Cox, who was about 20 weeks pregnant when she first sued, said in her lawsuit that she would need to undergo her third Caesarian section if she continues the pregnancy. That could jeopardize her ability to have more children, which she said she and her husband wanted.

“The idea that Ms. Cox wants desperately to be a parent, and this law might actually cause her to lose that ability, is shocking and would be a genuine miscarriage of justice,” Gamble, whose ruling applies only to Cox, said at Thursday’s hearing.

Cox had said in her lawsuit that although her doctors believed abortion was medically necessary for her, they were unwilling to perform one without a court order in the face of potential penalties including life in prison and loss of their licenses.

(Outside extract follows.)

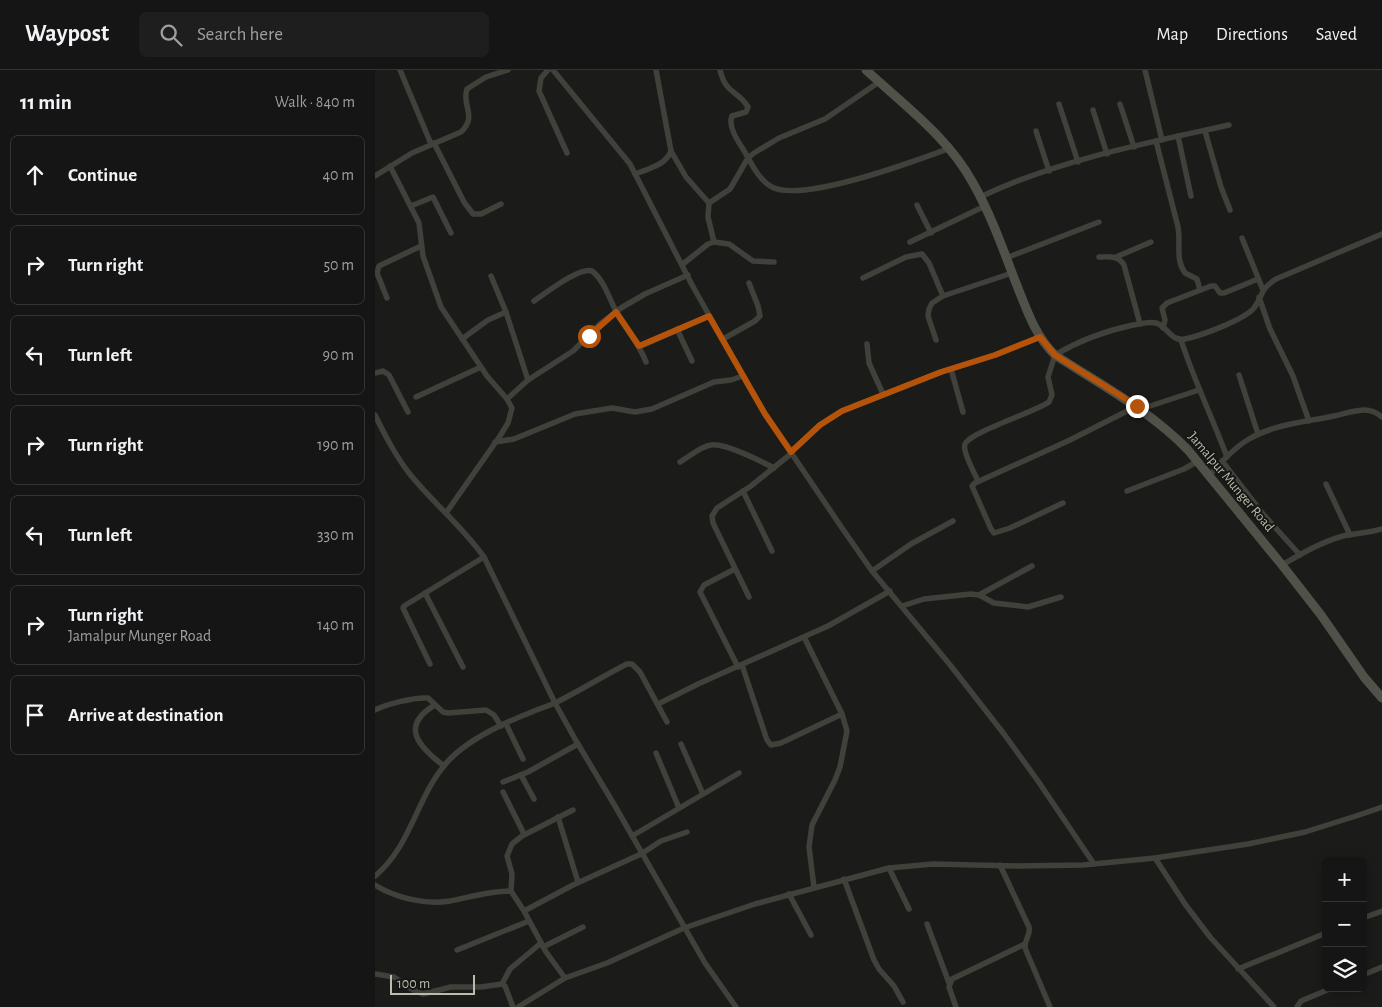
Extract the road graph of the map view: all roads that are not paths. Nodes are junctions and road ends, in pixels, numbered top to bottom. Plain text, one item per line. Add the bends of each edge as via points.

Paxton warned in a letter sent shortly after Gamble issued the order that it did not shield doctors, hospitals or anyone else from prosecution for violating Texas’ abortion laws. The letter was sent to three hospitals where Damla Karsan, the doctor who said she would provide the abortion to Cox, has admitting privileges.

Paxton then petitioned the Texas Supreme Court to vacate Gamble’s order, arguing “Texas law does not permit abortions solely because the unborn child is unlikely to have sustained life outside the womb.”

Cox’s lawyer’s countered that Paxton’s office ignored that the statute also protects patients like Cox from “serious risk of substantial impairment of a major bodily function,” and that reproductive functions, which are critical to the creation of new human life, are “major bodily function” under Texas law.

The scope of Texas’ medical exception is already before Texas’ high court, which is considering a separate lawsuit seeking a broader order protecting women’s right to abortions their doctors deem medically necessary. The court heard arguments in that case in late November.